European rail manufacturers announce deal
European railway manufacturers Siemens Mobility and Alstom announced a merger Tuesday that leaves Bombardier facing a new “European champion” and a substantially larger rival.
The memorandum of understanding announced Tuesday is described as a merger of equals with each owning half the shares of the new company to be headquartered in Paris. The Mobility Solutions business will be run out of Berlin.
The combined company to be called Siemens Alstom will have US$18 billion in revenues – about double that of Bombardier Transportation – and US$1.4 billion in adjusted EBIT. Annual cost savings of US$554.2 million are expected four years after closing.
The new European company with 62,300 employees in more than 60 countries will have an order backlog of US$72 billion and an adjusted margin of eight per cent.
“We put the European idea to work and together with our friends at Alstom, we are creating a new European champion in the rail industry for the long-term,” Siemens CEO Joe Kaeser said in a news release.
He added that the global market has changed with the creation of a dominant competitor in China and digitalization.
Bombardier didn’t immediately respond to the merger of its rivals. It is also believed to have talked to Siemens.
Mergers in China and Europe leave Bombardier “still looking for a dance partner,” said David Tyerman of Cormark Securities.
“They lost out this time but there’s presumably going to be more consolidation,” he said, noting competitors of varying sizes remain around the world.
Bombardier’s shares closed up more than six per cent to C$2.27 in Tuesday trading even though the transportation giant was expected to face bad news affecting both its commercial aircraft and railway businesses.
The shares surged more than 13 per cent after a report out of China said Bombardier is close to signing orders for commercial aircraft.
Walter Spracklin of RBC Capital Markets said he expects Bombardier will remain a key player in a growing transit market.
“An overall modernization of infrastructure in developed countries, and a rapid urbanization coupled with environmental concerns in developing countries will prop up rail demand for decades to come in our view,” he wrote in a report.
Analyst Cameron Doerksen of National Bank Financial said Bombardier Transportation can still succeed as a standalone company.
Bombardier Transportation would be the world’s third-largest railway company with a strong presence in France, Germany and Britain.
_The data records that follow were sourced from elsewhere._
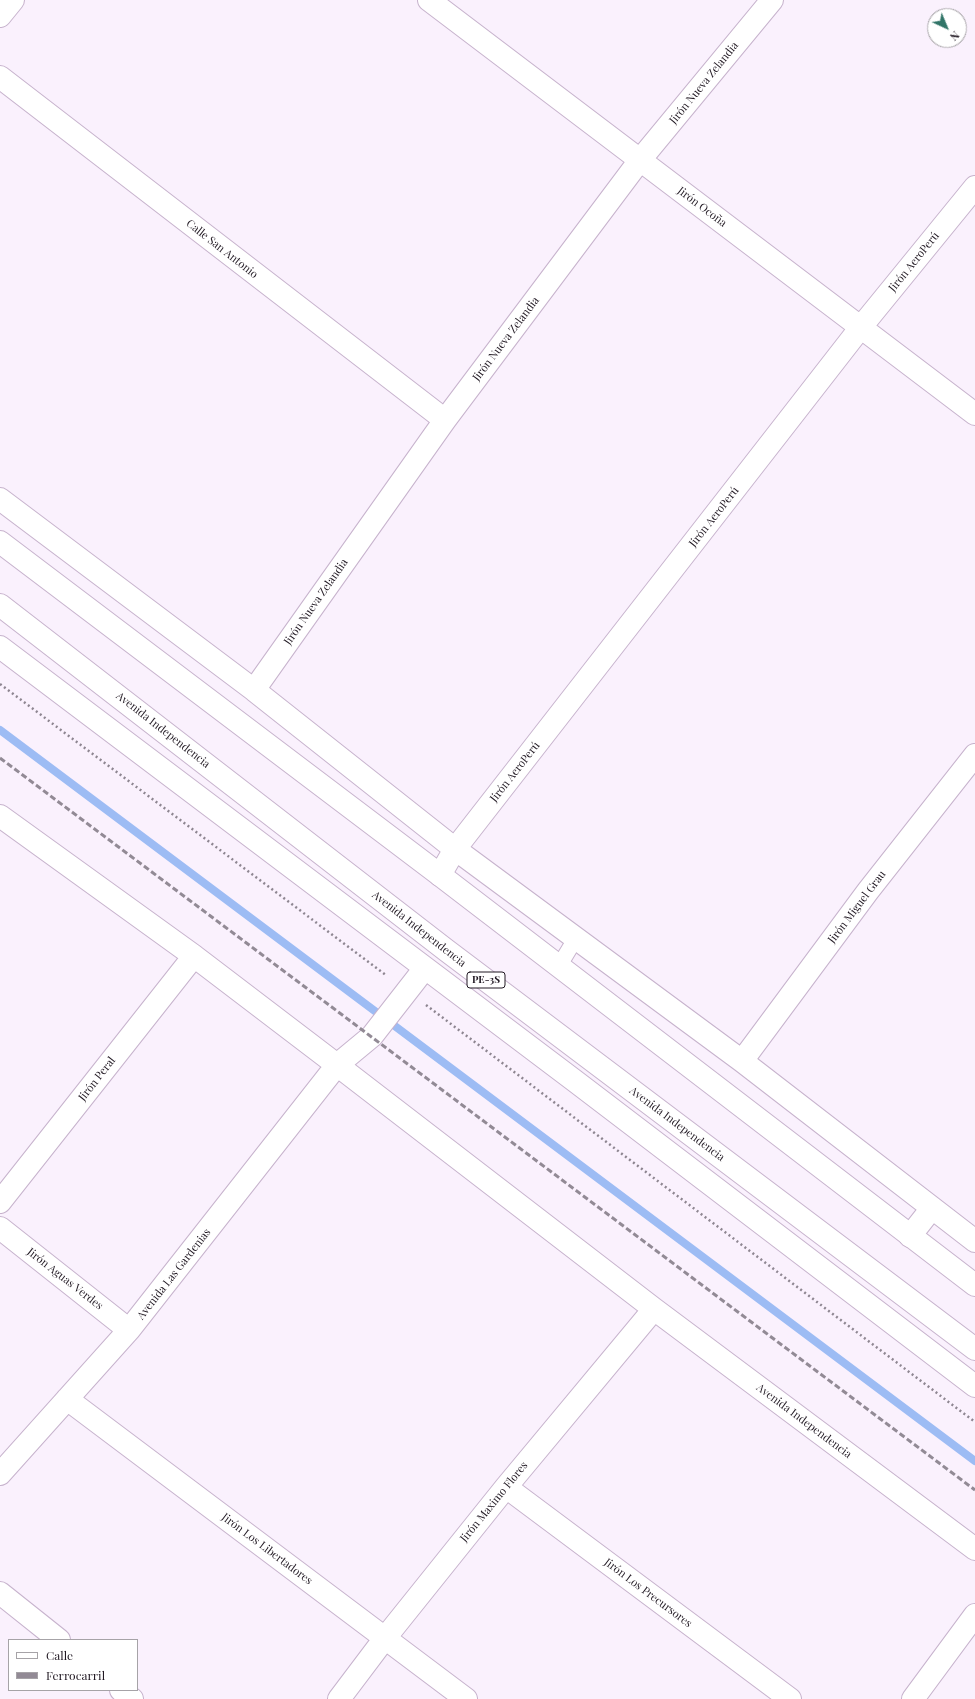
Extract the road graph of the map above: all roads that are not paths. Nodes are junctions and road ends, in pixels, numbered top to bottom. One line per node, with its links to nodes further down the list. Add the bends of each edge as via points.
1 (13, 0): 4 (main road)
2 (429, 0): 6 (main road, Jirón Ocoña)
3 (772, 0): 6 (main road, Jirón Nueva Zelandia)
4 (0, 16)
5 (0, 77): 10 (main road, Calle San Antonio)
6 (640, 160): 8 (main road, Jirón Ocoña); 10 (main road, Jirón Nueva Zelandia)
7 (975, 187): 8 (main road, Jirón AeroPerú)
8 (861, 327): 9 (main road, Jirón Ocoña); 18 (main road, Jirón AeroPerú)
9 (975, 414)
10 (445, 420): 15 (main road, Jirón Nueva Zelandia)
11 (0, 499): 15 (main road)
12 (0, 542): 19 (main road)
13 (0, 605): 34 (main road, Avenida Independencia / PE-3S, via 446,950)
14 (0, 647): 23 (main road)
15 (254, 690): 18 (main road)
16 (975, 755): 24 (main road, Jirón Miguel Grau, via 868,891)
17 (0, 816): 21 (main road, Avenida Independencia)
18 (455, 849): 19 (main road, Jirón AeroPerú); 20 (main road)
19 (440, 875): 22 (main road)
20 (576, 938): 22 (lane); 24 (main road)
21 (194, 956): 25 (main road, Avenida Independencia); 26 (main road, Jirón Peral)
22 (560, 966): 30 (main road)
23 (426, 968): 25 (main road, Avenida Las Gardenias, via 372,1036); 35 (main road)
24 (742, 1061): 27 (main road)
25 (337, 1064): 32 (main road, Avenida Independencia); 33 (main road, Avenida Las Gardenias)
26 (0, 1202)
27 (932, 1208): 29 (main road); 30 (main road)
28 (0, 1228): 33 (main road, Jirón Aguas Verdes)
29 (972, 1232)
30 (910, 1236): 31 (main road)
31 (975, 1285)
32 (654, 1309): 38 (main road, Jirón Maximo Flores); 39 (main road, Avenida Independencia)
33 (129, 1330): 36 (main road, Avenida Las Gardenias)
34 (975, 1349)
35 (975, 1386)
36 (67, 1399): 37 (main road, Avenida Las Gardenias); 42 (main road, Jirón Los Libertadores)
37 (0, 1474)
38 (506, 1487): 42 (main road, Jirón Maximo Flores); 48 (main road, Jirón Los Precursores)
39 (975, 1549)
40 (0, 1593): 43 (main road)
41 (975, 1615): 49 (main road)
42 (385, 1638): 46 (main road, Jirón Maximo Flores); 47 (main road, Jirón Los Libertadores)
43 (57, 1639)
44 (122, 1691): 45 (main road)
45 (132, 1699)
46 (339, 1699)
47 (466, 1699)
48 (790, 1699)
49 (913, 1699)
It has a four-year backlog of orders and is moving towards an eight per cent EBIT margin.
Under a proposed merger with Siemens, Bombardier would have reportedly ceded control of signalling and maintained only marginal control over a separate rolling stock joint venture.
“Given the cyclicality of Bombardier’s Aerospace operations, in our view, it was important that Bombardier maintained control of Bombardier Transportation,” he wrote in a note before the Siemens-Alstom merger was announced.
The industry is undergoing consolidation to compete with the state-backed rival Chinese railway manufacturer CRRC that is growing its global reach.
Doerksen added that the near-to-medium-term threat from the state-owned CRRC Chinese railway is exaggerated since only about 8.5 per cent of its revenues last year were outside of China and it has little presence in Western Europe.
China’s cost advantage may also be limited since most buyers require significant local content, forcing CRRC to build new manufacturing facilities in major markets.